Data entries
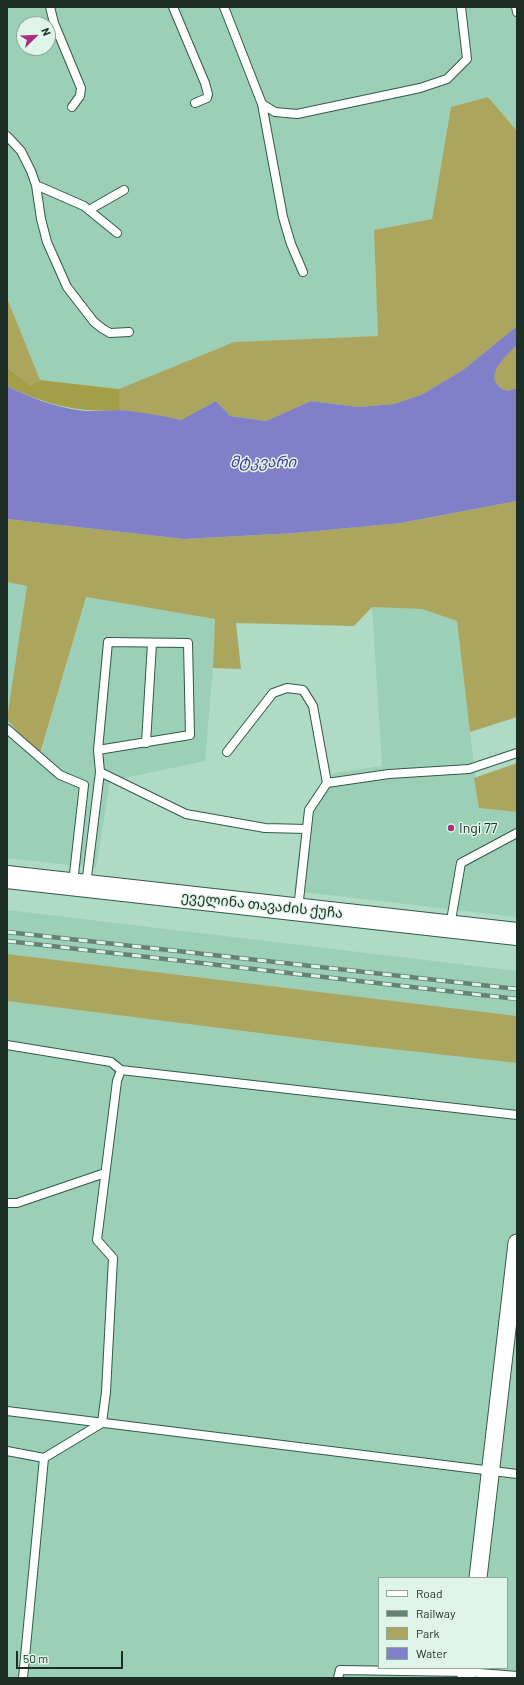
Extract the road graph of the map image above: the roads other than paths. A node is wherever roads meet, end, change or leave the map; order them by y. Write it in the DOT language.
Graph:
graph roads {
  1 [pos="50,7"];
  2 [pos="173,7"];
  3 [pos="224,7"];
  4 [pos="461,7"];
  5 [pos="516,7"];
  6 [pos="517,12"];
  7 [pos="195,103"];
  8 [pos="262,104"];
  9 [pos="72,107"];
  10 [pos="7,136"];
  11 [pos="36,185"];
  12 [pos="124,190"];
  13 [pos="89,210"];
  14 [pos="117,233"];
  15 [pos="303,272"];
  16 [pos="129,332"];
  17 [pos="152,643"];
  18 [pos="7,729"];
  19 [pos="146,743"];
  20 [pos="98,750"];
  21 [pos="227,752"];
  22 [pos="517,752"];
  23 [pos="100,772"];
  24 [pos="326,783"];
  25 [pos="307,829"];
  26 [pos="517,833"];
  27 [pos="7,876"];
  28 [pos="80,885"];
  29 [pos="298,909"];
  30 [pos="450,926"];
  31 [pos="517,934"];
  32 [pos="7,1045"];
  33 [pos="121,1070"];
  34 [pos="517,1115"];
  35 [pos="105,1173"];
  36 [pos="7,1203"];
  37 [pos="517,1243"];
  38 [pos="515,1271"];
  39 [pos="7,1411"];
  40 [pos="102,1422"];
  41 [pos="7,1451"];
  42 [pos="44,1458"];
  43 [pos="491,1470"];
  44 [pos="517,1474"];
  45 [pos="478,1577"];
  46 [pos="466,1673"];
  47 [pos="517,1676"];
  48 [pos="23,1678"];
  49 [pos="338,1678"];
  1 -- 9 [label="lane"];
  2 -- 7 [label="lane"];
  3 -- 8 [label="lane"];
  4 -- 8 [label="lane"];
  5 -- 6 [label="lane"];
  8 -- 15 [label="lane"];
  10 -- 11 [label="lane"];
  11 -- 13 [label="lane"];
  11 -- 16 [label="lane"];
  12 -- 13 [label="lane"];
  13 -- 14 [label="lane"];
  17 -- 19 [label="lane"];
  17 -- 19 [label="lane"];
  17 -- 20 [label="lane"];
  18 -- 28 [label="lane"];
  19 -- 20 [label="lane"];
  20 -- 23 [label="lane"];
  21 -- 24 [label="lane"];
  22 -- 24 [label="lane"];
  23 -- 25 [label="lane"];
  23 -- 28 [label="lane"];
  24 -- 25 [label="lane"];
  25 -- 29 [label="lane"];
  26 -- 30 [label="lane"];
  27 -- 28 [label="main road, ეველინა თავაძის ქუჩა"];
  28 -- 29 [label="main road, ეველინა თავაძის ქუჩა"];
  29 -- 30 [label="main road, ეველინა თავაძის ქუჩა"];
  30 -- 31 [label="main road, ეველინა თავაძის ქუჩა"];
  32 -- 33 [label="lane"];
  33 -- 34 [label="lane"];
  33 -- 35 [label="lane"];
  35 -- 36 [label="lane"];
  35 -- 40 [label="lane"];
  37 -- 38 [label="street"];
  38 -- 43 [label="street"];
  39 -- 40 [label="lane"];
  40 -- 42 [label="lane"];
  40 -- 43 [label="lane"];
  41 -- 42 [label="lane"];
  42 -- 48 [label="lane"];
  43 -- 44 [label="lane"];
  43 -- 45 [label="street"];
  46 -- 47 [label="lane"];
  46 -- 49 [label="lane"];
}
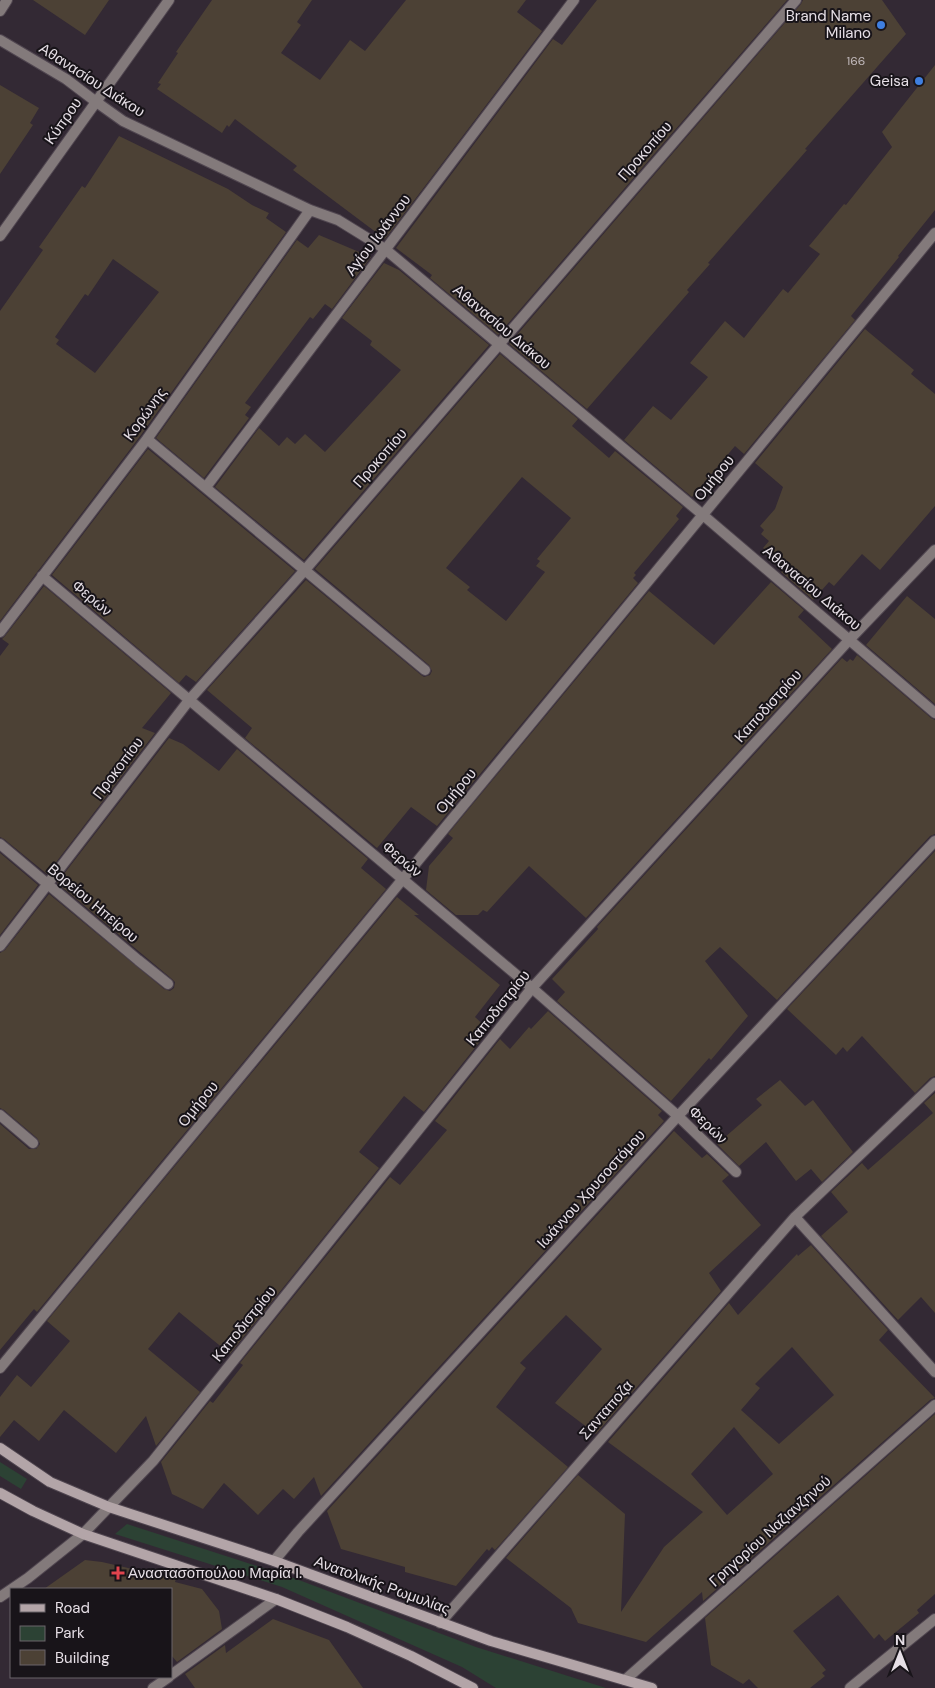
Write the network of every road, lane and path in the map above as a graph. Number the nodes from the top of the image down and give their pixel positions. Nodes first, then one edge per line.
1 (7, 0) edge
2 (168, 0) edge
3 (796, 0) edge
4 (569, 2) edge
5 (0, 11) edge
6 (0, 40) edge
7 (95, 101) junction
8 (310, 210) junction
9 (935, 233) edge
10 (0, 236) edge
11 (385, 250) junction
12 (498, 344) junction
13 (146, 439) junction
14 (206, 488) junction
15 (703, 515) junction
16 (935, 550) edge
17 (304, 571) junction
18 (42, 576) junction
19 (0, 632) edge
20 (850, 639) junction
21 (425, 670) dead end
22 (190, 699) junction
23 (935, 713) edge
24 (935, 841) edge
25 (0, 844) edge
26 (403, 879) junction
27 (48, 885) junction
28 (0, 946) edge
29 (168, 984) dead end
30 (532, 988) junction
31 (935, 1083) edge
32 (0, 1115) edge
33 (678, 1116) junction
34 (33, 1143) dead end
35 (736, 1172) dead end
36 (795, 1217) junction
37 (0, 1368) edge
38 (935, 1372) edge
39 (935, 1405) edge
40 (0, 1448) edge
41 (0, 1493) edge
42 (109, 1508) junction
43 (84, 1534) junction
44 (274, 1561) junction
45 (13, 1588) edge
46 (276, 1599) junction
47 (935, 1619) edge
48 (440, 1623) junction
49 (172, 1675) edge
50 (167, 1678) edge
51 (625, 1680) junction
52 (153, 1688) edge
53 (473, 1688) edge
54 (652, 1688) edge
55 (850, 1688) edge

1 - 5 street
2 - 7 street, Κύπρου
3 - 12 street, Προκοπίου
4 - 11 street, Αγίου Ιωάννου
6 - 7 street, Αθανασίου Διάκου
7 - 8 street, Αθανασίου Διάκου
7 - 10 street, Κύπρου
8 - 11 street, Αθανασίου Διάκου
8 - 13 street, Κορώνης
9 - 15 street, Ομήρου
11 - 12 street, Αθανασίου Διάκου
11 - 14 street, Αγίου Ιωάννου
12 - 15 street, Αθανασίου Διάκου
12 - 17 street, Προκοπίου
13 - 14 street
13 - 18 street, Κορώνης
14 - 17 street
15 - 20 street, Αθανασίου Διάκου
15 - 26 street, Ομήρου
16 - 20 street, Καποδιστρίου
17 - 21 street
17 - 22 street, Προκοπίου
18 - 19 street, Κορώνης
18 - 22 street, Φερών
20 - 23 street, Αθανασίου Διάκου
20 - 30 street, Καποδιστρίου
22 - 26 street, Φερών
22 - 27 street, Προκοπίου
24 - 33 street, Ιωάννου Χρυσοστόμου
25 - 27 street, Βορείου Ηπείρου
26 - 30 street, Φερών
26 - 37 street, Ομήρου
27 - 28 street, Προκοπίου
27 - 29 street, Βορείου Ηπείρου
30 - 33 street, Φερών
30 - 42 street, Καποδιστρίου
31 - 36 street, Σανταποζα
32 - 34 street
33 - 35 street, Φερών
33 - 44 street, Ιωάννου Χρυσοστόμου
36 - 38 street
36 - 48 street, Σανταποζα
39 - 51 street, Γρηγορίου Ναζιανζηνού
40 - 42 main road, Ανατολικής Ρωμυλίας
41 - 43 main road
42 - 43 street, Καποδιστρίου
42 - 44 main road, Ανατολικής Ρωμυλίας
43 - 45 street, Καποδιστρίου
43 - 46 main road
44 - 48 main road, Ανατολικής Ρωμυλίας
46 - 49 street
46 - 53 main road
47 - 55 street
48 - 51 main road, Ανατολικής Ρωμυλίας
50 - 52 street
51 - 54 main road, Ανατολικής Ρωμυλίας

EXERCISE PROMPT
All preceding records should be duplicated verbatim, images excepted.

ANSWER AREA
Extract the road graph of the map image above: the roads other than paths. A node is wherever roads meet, end, change or leave the map; order them by y. Write it in the DOT language.
Graph:
graph roads {
  1 [pos="50,7"];
  2 [pos="173,7"];
  3 [pos="224,7"];
  4 [pos="461,7"];
  5 [pos="516,7"];
  6 [pos="517,12"];
  7 [pos="195,103"];
  8 [pos="262,104"];
  9 [pos="72,107"];
  10 [pos="7,136"];
  11 [pos="36,185"];
  12 [pos="124,190"];
  13 [pos="89,210"];
  14 [pos="117,233"];
  15 [pos="303,272"];
  16 [pos="129,332"];
  17 [pos="152,643"];
  18 [pos="7,729"];
  19 [pos="146,743"];
  20 [pos="98,750"];
  21 [pos="227,752"];
  22 [pos="517,752"];
  23 [pos="100,772"];
  24 [pos="326,783"];
  25 [pos="307,829"];
  26 [pos="517,833"];
  27 [pos="7,876"];
  28 [pos="80,885"];
  29 [pos="298,909"];
  30 [pos="450,926"];
  31 [pos="517,934"];
  32 [pos="7,1045"];
  33 [pos="121,1070"];
  34 [pos="517,1115"];
  35 [pos="105,1173"];
  36 [pos="7,1203"];
  37 [pos="517,1243"];
  38 [pos="515,1271"];
  39 [pos="7,1411"];
  40 [pos="102,1422"];
  41 [pos="7,1451"];
  42 [pos="44,1458"];
  43 [pos="491,1470"];
  44 [pos="517,1474"];
  45 [pos="478,1577"];
  46 [pos="466,1673"];
  47 [pos="517,1676"];
  48 [pos="23,1678"];
  49 [pos="338,1678"];
  1 -- 9 [label="lane"];
  2 -- 7 [label="lane"];
  3 -- 8 [label="lane"];
  4 -- 8 [label="lane"];
  5 -- 6 [label="lane"];
  8 -- 15 [label="lane"];
  10 -- 11 [label="lane"];
  11 -- 13 [label="lane"];
  11 -- 16 [label="lane"];
  12 -- 13 [label="lane"];
  13 -- 14 [label="lane"];
  17 -- 19 [label="lane"];
  17 -- 19 [label="lane"];
  17 -- 20 [label="lane"];
  18 -- 28 [label="lane"];
  19 -- 20 [label="lane"];
  20 -- 23 [label="lane"];
  21 -- 24 [label="lane"];
  22 -- 24 [label="lane"];
  23 -- 25 [label="lane"];
  23 -- 28 [label="lane"];
  24 -- 25 [label="lane"];
  25 -- 29 [label="lane"];
  26 -- 30 [label="lane"];
  27 -- 28 [label="main road, ეველინა თავაძის ქუჩა"];
  28 -- 29 [label="main road, ეველინა თავაძის ქუჩა"];
  29 -- 30 [label="main road, ეველინა თავაძის ქუჩა"];
  30 -- 31 [label="main road, ეველინა თავაძის ქუჩა"];
  32 -- 33 [label="lane"];
  33 -- 34 [label="lane"];
  33 -- 35 [label="lane"];
  35 -- 36 [label="lane"];
  35 -- 40 [label="lane"];
  37 -- 38 [label="street"];
  38 -- 43 [label="street"];
  39 -- 40 [label="lane"];
  40 -- 42 [label="lane"];
  40 -- 43 [label="lane"];
  41 -- 42 [label="lane"];
  42 -- 48 [label="lane"];
  43 -- 44 [label="lane"];
  43 -- 45 [label="street"];
  46 -- 47 [label="lane"];
  46 -- 49 [label="lane"];
}
Write the network of every road, lane and path in the map above as a graph. Number the nodes from the top of the image down and give their pixel positions. Nodes first, then one edge per line.
1 (7, 0) edge
2 (168, 0) edge
3 (796, 0) edge
4 (569, 2) edge
5 (0, 11) edge
6 (0, 40) edge
7 (95, 101) junction
8 (310, 210) junction
9 (935, 233) edge
10 (0, 236) edge
11 (385, 250) junction
12 (498, 344) junction
13 (146, 439) junction
14 (206, 488) junction
15 (703, 515) junction
16 (935, 550) edge
17 (304, 571) junction
18 (42, 576) junction
19 (0, 632) edge
20 (850, 639) junction
21 (425, 670) dead end
22 (190, 699) junction
23 (935, 713) edge
24 (935, 841) edge
25 (0, 844) edge
26 (403, 879) junction
27 (48, 885) junction
28 (0, 946) edge
29 (168, 984) dead end
30 (532, 988) junction
31 (935, 1083) edge
32 (0, 1115) edge
33 (678, 1116) junction
34 (33, 1143) dead end
35 (736, 1172) dead end
36 (795, 1217) junction
37 (0, 1368) edge
38 (935, 1372) edge
39 (935, 1405) edge
40 (0, 1448) edge
41 (0, 1493) edge
42 (109, 1508) junction
43 (84, 1534) junction
44 (274, 1561) junction
45 (13, 1588) edge
46 (276, 1599) junction
47 (935, 1619) edge
48 (440, 1623) junction
49 (172, 1675) edge
50 (167, 1678) edge
51 (625, 1680) junction
52 (153, 1688) edge
53 (473, 1688) edge
54 (652, 1688) edge
55 (850, 1688) edge

1 - 5 street
2 - 7 street, Κύπρου
3 - 12 street, Προκοπίου
4 - 11 street, Αγίου Ιωάννου
6 - 7 street, Αθανασίου Διάκου
7 - 8 street, Αθανασίου Διάκου
7 - 10 street, Κύπρου
8 - 11 street, Αθανασίου Διάκου
8 - 13 street, Κορώνης
9 - 15 street, Ομήρου
11 - 12 street, Αθανασίου Διάκου
11 - 14 street, Αγίου Ιωάννου
12 - 15 street, Αθανασίου Διάκου
12 - 17 street, Προκοπίου
13 - 14 street
13 - 18 street, Κορώνης
14 - 17 street
15 - 20 street, Αθανασίου Διάκου
15 - 26 street, Ομήρου
16 - 20 street, Καποδιστρίου
17 - 21 street
17 - 22 street, Προκοπίου
18 - 19 street, Κορώνης
18 - 22 street, Φερών
20 - 23 street, Αθανασίου Διάκου
20 - 30 street, Καποδιστρίου
22 - 26 street, Φερών
22 - 27 street, Προκοπίου
24 - 33 street, Ιωάννου Χρυσοστόμου
25 - 27 street, Βορείου Ηπείρου
26 - 30 street, Φερών
26 - 37 street, Ομήρου
27 - 28 street, Προκοπίου
27 - 29 street, Βορείου Ηπείρου
30 - 33 street, Φερών
30 - 42 street, Καποδιστρίου
31 - 36 street, Σανταποζα
32 - 34 street
33 - 35 street, Φερών
33 - 44 street, Ιωάννου Χρυσοστόμου
36 - 38 street
36 - 48 street, Σανταποζα
39 - 51 street, Γρηγορίου Ναζιανζηνού
40 - 42 main road, Ανατολικής Ρωμυλίας
41 - 43 main road
42 - 43 street, Καποδιστρίου
42 - 44 main road, Ανατολικής Ρωμυλίας
43 - 45 street, Καποδιστρίου
43 - 46 main road
44 - 48 main road, Ανατολικής Ρωμυλίας
46 - 49 street
46 - 53 main road
47 - 55 street
48 - 51 main road, Ανατολικής Ρωμυλίας
50 - 52 street
51 - 54 main road, Ανατολικής Ρωμυλίας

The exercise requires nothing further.